Exercise material:
»»
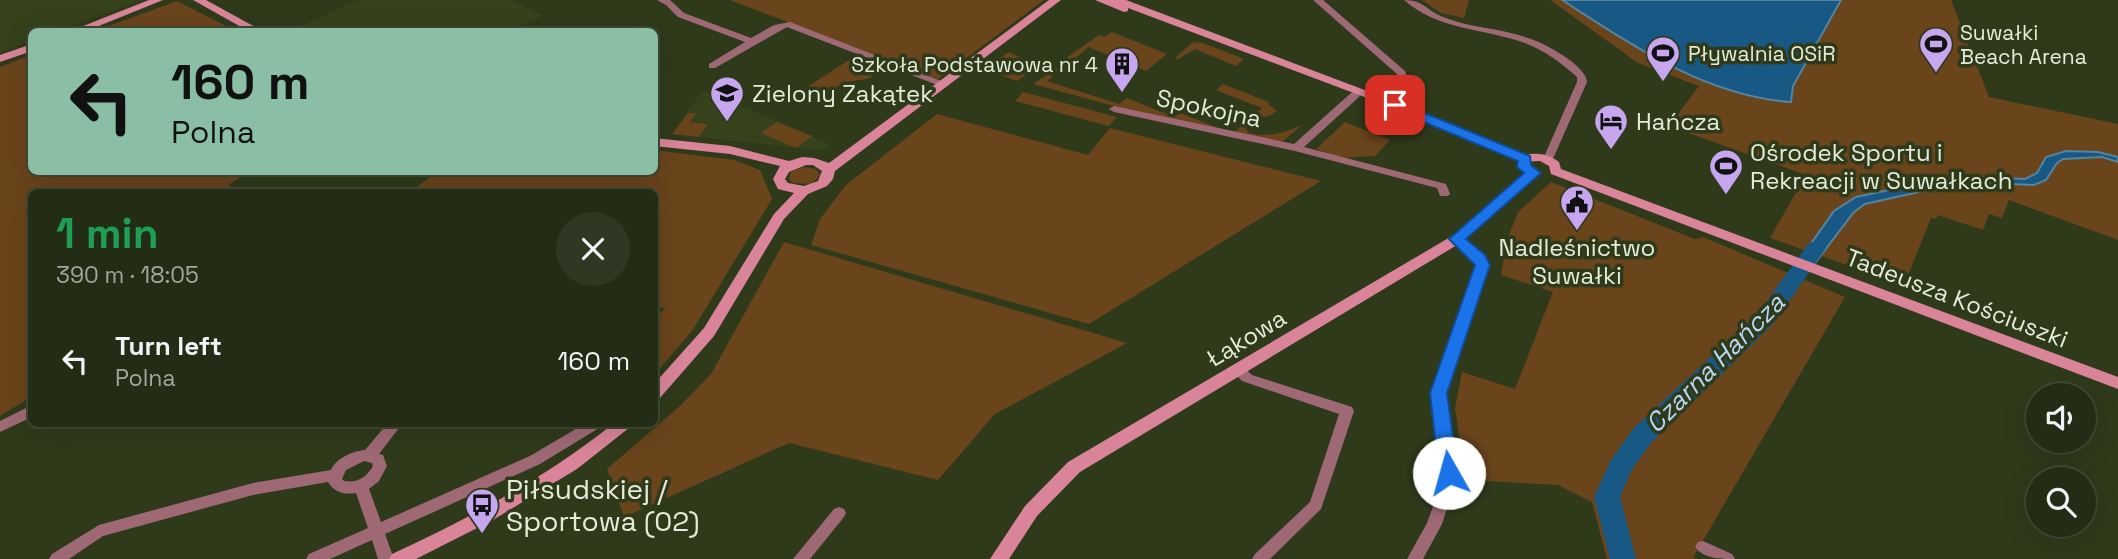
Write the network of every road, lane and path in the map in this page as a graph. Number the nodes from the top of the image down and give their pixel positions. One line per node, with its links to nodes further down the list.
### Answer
1 (159, 0): 10 (street)
2 (198, 0): 11 (street)
3 (662, 0): 12 (street)
4 (1056, 0): 16 (street)
5 (1068, 0): 16 (street)
6 (1100, 0): 19 (street)
7 (1117, 0): 21 (street)
8 (1318, 0): 18 (street)
9 (1409, 0): 25 (street)
10 (84, 28)
11 (251, 28)
12 (752, 42): 15 (street); 17 (street)
13 (28, 48): 14 (street)
14 (0, 59)
15 (712, 66)
16 (964, 70): 17 (street)
17 (944, 84): 26 (street)
18 (1405, 86)
19 (1354, 95): 21 (street); 23 (street)
20 (1114, 108): 23 (street, Spokojna)
21 (1447, 128): 24 (street)
22 (658, 142): 27 (street)
23 (1296, 148): 31 (street, Spokojna)
24 (1525, 159): 25 (street); 28 (street)
25 (1552, 165): 28 (street); 35 (street, Tadeusza Kościuszki)
26 (823, 166): 27 (street); 30 (street)
27 (785, 169): 29 (street)
28 (1533, 173): 33 (street, Łąkowa)
29 (786, 188): 30 (street); 32 (street)
30 (803, 191): 32 (street)
31 (1444, 194)
32 (779, 217): 36 (street)
33 (1457, 239): 34 (street, Łąkowa); 55 (street)
34 (1237, 369): 53 (street, Łąkowa); 54 (street)
35 (2118, 383)
36 (658, 390)
37 (28, 412): 38 (street)
38 (0, 427)
39 (392, 427): 42 (street)
40 (589, 427): 46 (street)
41 (619, 427): 51 (street)
42 (369, 455): 43 (street); 44 (street)
43 (335, 475): 44 (street); 48 (street)
44 (361, 486): 46 (street)
45 (839, 513): 52 (street)
46 (377, 531): 49 (street); 50 (street)
47 (1703, 547): 56 (street)
48 (57, 559)
49 (314, 559)
50 (386, 559)
51 (398, 559)
52 (802, 559)
53 (999, 559)
54 (1260, 559)
55 (1415, 559)
56 (1727, 559)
««
Problem statement:
Your answer should be one number, the count of lines in the records that contain the string "Łąkowa".

Output of the exercise:
3